TORONTO, ONTARIO--(Marketwire - June 25, 2012) - According to a new survey released today by BMO Bank of Montreal, while men and women often divide responsibilities for the management of household finances, they tend to share equally the responsibility of teaching their children money management skills.
The survey, conducted by Pollara, examined how responsibilities for household finances are divided. It revealed men and women are equally likely to be responsible for teaching money management skills to their kids (28 per cent versus 30 per cent, respectively).
The survey also revealed that men and women play nearly equal roles for several other key household finance responsibilities:
- Savings: Men and women are likely to share the setting and tracking of savings goals (67 per cent)

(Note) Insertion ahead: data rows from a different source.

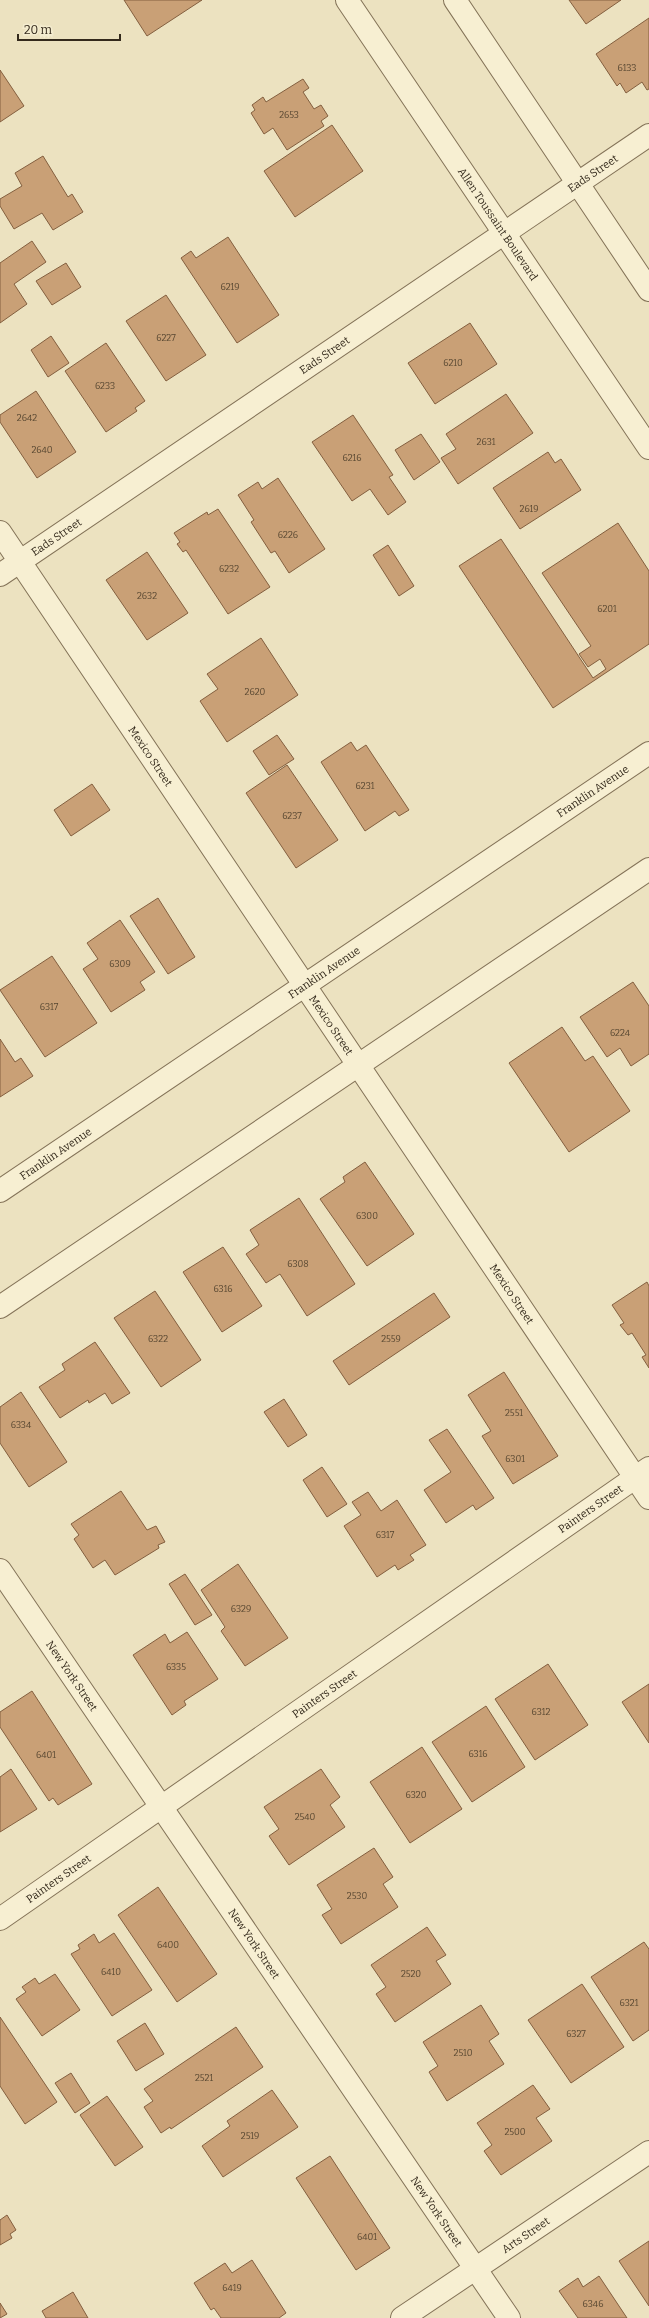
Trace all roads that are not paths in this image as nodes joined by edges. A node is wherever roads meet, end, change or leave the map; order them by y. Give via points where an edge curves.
1 (347, 0) edge
2 (455, 0) edge
3 (649, 136) edge
4 (578, 184) junction
5 (504, 234) junction
6 (649, 290) edge
7 (649, 448) edge
8 (0, 532) edge
9 (20, 561) junction
10 (0, 575) edge
11 (649, 753) edge
12 (649, 870) edge
13 (304, 986) junction
14 (358, 1066) junction
15 (0, 1191) edge
16 (0, 1307) edge
17 (642, 1472) edge
18 (649, 1498) edge
19 (0, 1570) edge
20 (163, 1808) junction
21 (0, 1919) edge
22 (649, 2152) edge
23 (476, 2269) junction
24 (402, 2318) edge
25 (509, 2318) edge

1 - 5 street, Allen Toussaint Boulevard
2 - 4 street
3 - 4 street, Eads Street
4 - 5 street, Eads Street
4 - 6 street
5 - 7 street, Allen Toussaint Boulevard
5 - 9 street, Eads Street
8 - 9 street, Mexico Street
9 - 10 street, Eads Street
9 - 13 street, Mexico Street
11 - 13 street, Franklin Avenue
12 - 14 street
13 - 14 street, Mexico Street
13 - 15 street, Franklin Avenue
14 - 16 street
14 - 17 street, Mexico Street
17 - 18 street, Mexico Street
17 - 20 street, Painters Street
19 - 20 street, New York Street
20 - 21 street, Painters Street
20 - 23 street, New York Street
22 - 23 street, Arts Street
23 - 24 street, Arts Street
23 - 25 street, New York Street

- Monthly bill payments: 86 per cent of women and 82 per cent of men said they are responsible for monthly bill payments
- 'Big ticket purchases': 74 per cent of men and 71 per cent of women are likely to be responsible for making decisions on 'big ticket purchases'
Meanwhile, responsibilities between the genders diverge for two other responsibilities:
- Investments: Men are significantly more likely to handle the household investment portfolio; 68 per cent of men said this is their responsibility compared with 52 per cent of women
- Discretionary spending: Women are more likely to say the management of discretionary spending falls to them compared to men (60 per cent versus 54 per cent respectively)
With the summer holiday beginning this week, parenting expert and psychotherapist Alyson Schafer encourages parents to take the opportunity over the summer months to involve their children in understanding more about family finances as a way to begin developing money management skills.
"It's important that parents take every opportunity to have the 'money talk' with their kids, and the summer holiday represents a great opportunity to not only discuss the value of a dollar, but also to put some best practises into action," said Ms. Schafer. "Using online tools, such as BMO SmartSteps for Parents, is one way to get kids interested and engaged in money management, and to get the 'money talk' conversation started."
Ms. Schafer noted that while BMO SmartSteps for Parents is a fun and easy-to-use resource for children and teens, it is also a great resource for parents, as it provides a wealth of expert advice, helpful articles and informative webisodes.
As part of BMO's ongoing commitment to 'Making Money Make Sense,' BMO has introduced various tools to help Canadians stay on top of their personal finances, including BMO by Appointment, BMO MoneyLogic, BMO SmartSteps, BMO SmartSteps for Parents, BMO SmartSteps for Business and BMO SmartSteps for Homeowners.
The Pollara online survey was completed from June 1-6, 2012, with a sample of 1,001 Canadians. A probability sample of this size would yield results accurate to ± 3.1 per cent, 19 times out of 20.
About BMO Financial Group
Established in 1817 as Bank of Montreal, BMO Financial Group is a highly-diversified North American financial services organization. With total assets of $525 billion as at April 30, 2012, and more than 46,000 employees, BMO Financial Group provides a broad range of retail banking, wealth management and investment banking products and solutions.